On connaît l’important axiome (ou pseudo-axiome) de Jacques Roubaud selon lequel « La poésie n’est pas paraphrasable », par quoi il s’agit de comprendre et d’admettre que, « disant ce qu’elle dit en le disant » (ou de la manière exacte dont elle le dit), la poésie à proprement parler « ne dit rien », puisqu’en effet « dire quelque chose suppose pouvoir dire ce que l’on dit, pouvoir dire et redire quel est ce ‘quelque chose’ que l’on dit ; et ceci ne peut se faire en le répétant simplement, en employant une phrase du genre : “tu n’as pas compris je répète…” ; pour avoir dit et signifié n’importe quoi, il faut pouvoir redire ce que l’on a dit autrement qu’on ne l’avait dit. Il faut pouvoir paraphraser » (1993, p. 139).

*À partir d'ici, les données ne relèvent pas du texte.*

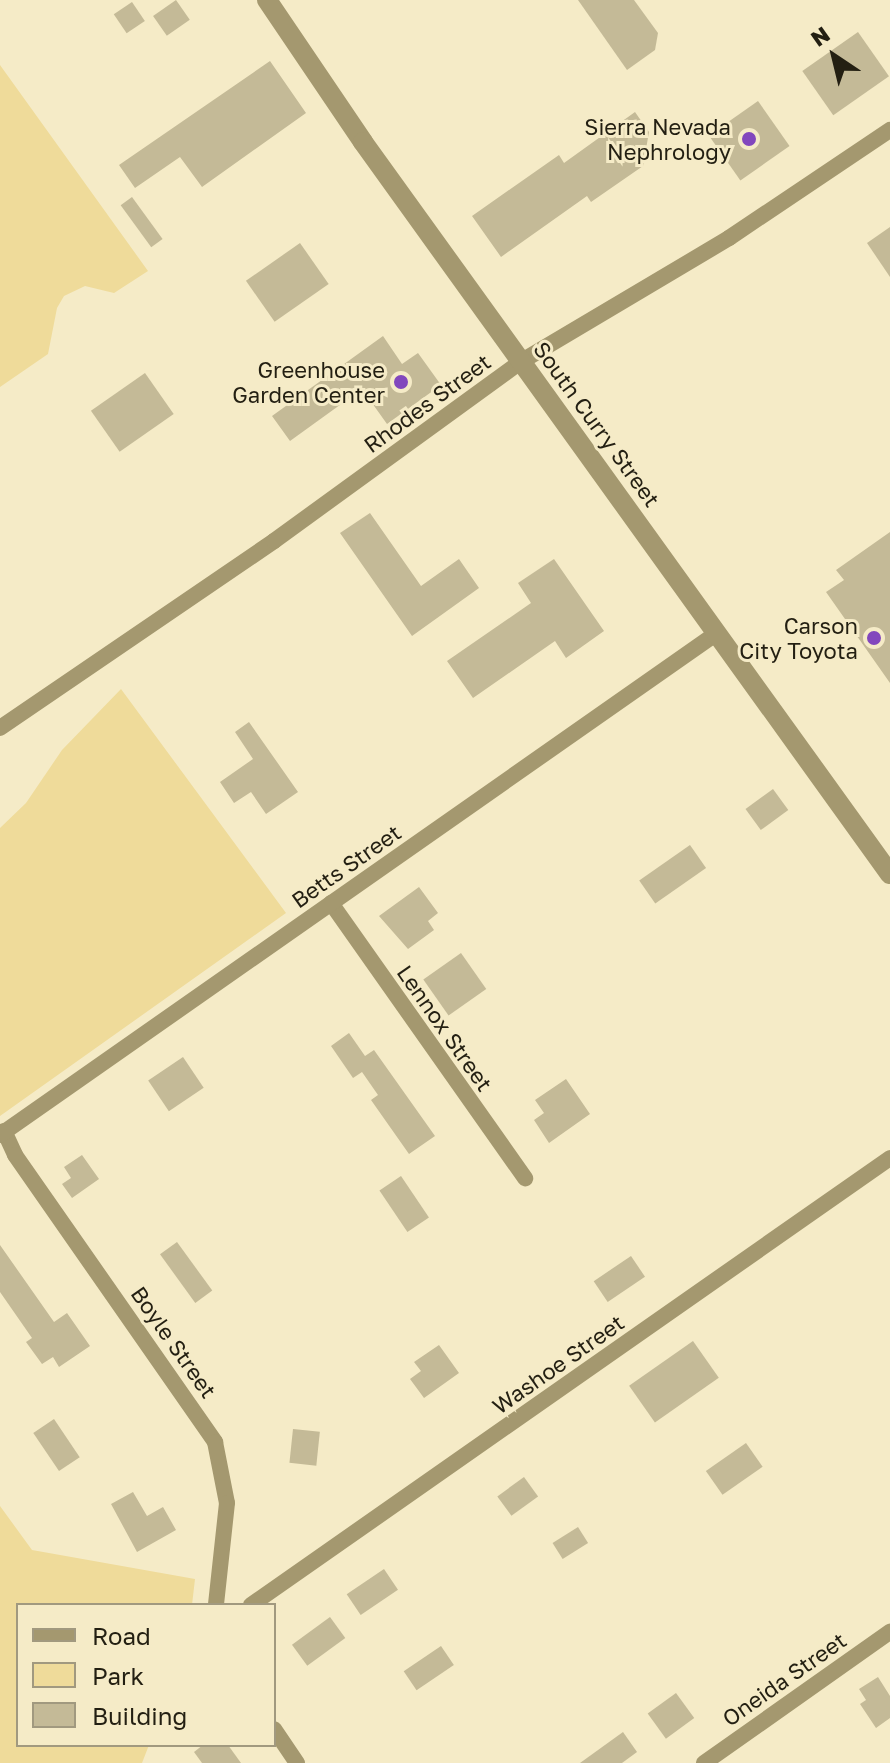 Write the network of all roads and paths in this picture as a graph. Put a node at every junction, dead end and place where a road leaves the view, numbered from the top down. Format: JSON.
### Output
{"nodes":[{"id":1,"x":267,"y":0,"type":"edge"},
{"id":2,"x":890,"y":130,"type":"edge"},
{"id":3,"x":522,"y":361,"type":"junction"},
{"id":4,"x":717,"y":633,"type":"junction"},
{"id":5,"x":0,"y":728,"type":"edge"},
{"id":6,"x":890,"y":874,"type":"edge"},
{"id":7,"x":331,"y":903,"type":"junction"},
{"id":8,"x":2,"y":1133,"type":"edge"},
{"id":9,"x":890,"y":1158,"type":"edge"},
{"id":10,"x":525,"y":1178,"type":"dead end"},
{"id":11,"x":216,"y":1603,"type":"edge"},
{"id":12,"x":254,"y":1603,"type":"edge"},
{"id":13,"x":890,"y":1632,"type":"edge"},
{"id":14,"x":276,"y":1732,"type":"edge"},
{"id":15,"x":297,"y":1763,"type":"edge"},
{"id":16,"x":704,"y":1763,"type":"edge"}],
"edges":[{"from":1,"to":3,"type":"street","name":"South Curry Street"},
{"from":2,"to":3,"type":"street","name":"Rhodes Street"},
{"from":3,"to":4,"type":"street","name":"South Curry Street"},
{"from":3,"to":5,"type":"street","name":"Rhodes Street"},
{"from":4,"to":6,"type":"street","name":"South Curry Street"},
{"from":4,"to":7,"type":"street","name":"Betts Street"},
{"from":7,"to":8,"type":"street","name":"Betts Street"},
{"from":7,"to":10,"type":"street","name":"Lennox Street"},
{"from":8,"to":11,"type":"street","name":"Boyle Street"},
{"from":9,"to":12,"type":"street","name":"Washoe Street"},
{"from":13,"to":16,"type":"street","name":"Oneida Street"},
{"from":14,"to":15,"type":"street"}]} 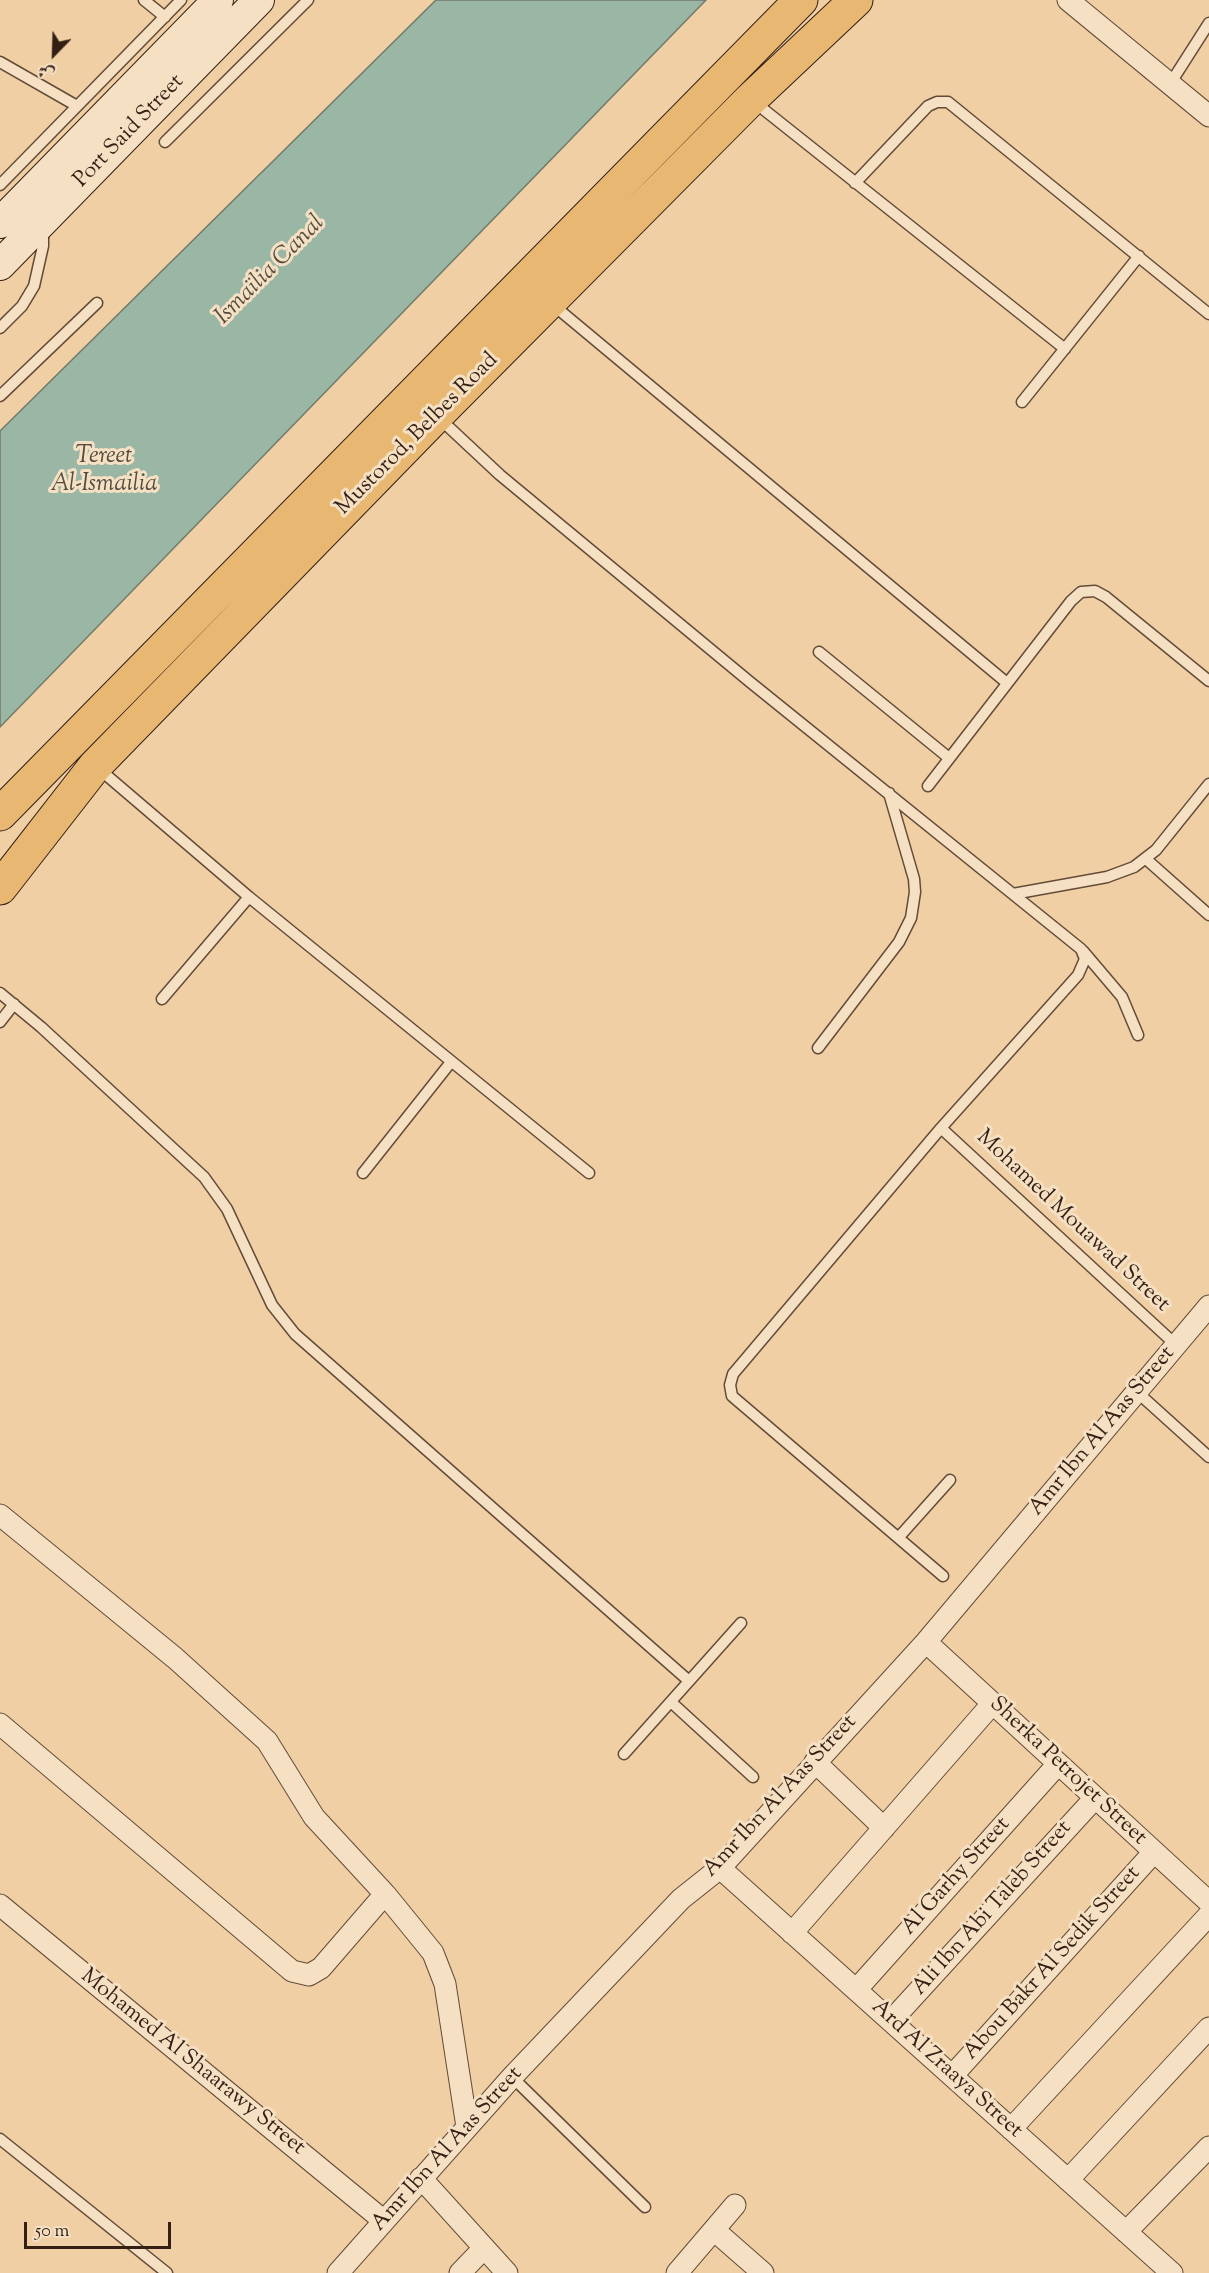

Cet axiome a le mérite de marquer une nette distinction entre la poésie et les autres formes littéraires, en tant que, d’un roman, par exemple, on peut faire un résumé, on peut même tirer des films qui tous, chacun à sa manière, en raconteront l’histoire, ce qui n’est évidemment pas le cas avec la poésie. Mais il présente l’inconvénient de colmater une distinction qui s’impose à l’intérieur du champ de la poésie et qui se rapporte à la mémoire. Le fait est que je peux me souvenir d’un poème de Victor Hugo parmi les autres tandis que je peux difficilement le faire d’un poème de Denis Roche, et cela à double titre : (i) je peux reconstituer de mémoire la totalité d’un poème de V. Hugo, tandis que je ne peux pas reconstituer de mémoire la totalité d’un poème de D. Roche ; (ii) je peux mettre des mots clés sur un poème de V. Hugo, caractérisant son contenu et grâce auxquels je pourrai me souvenir de lui parmi les autres, quand je ne peux pas le faire pour un poème de D. Roche. Ce qui a pour conséquence qu’un poème de V. Hugo a naturellement tendance à s’extraire du livre (recueil) dans lequel il figure (comme « Demain, dès l’aube… » s’extrait des Contemplations, par exemple), au point même qu’on serait tenté de dire que tel est son destin, telle est sa vocation, tandis qu’un poème de D. Roche y demeure attaché.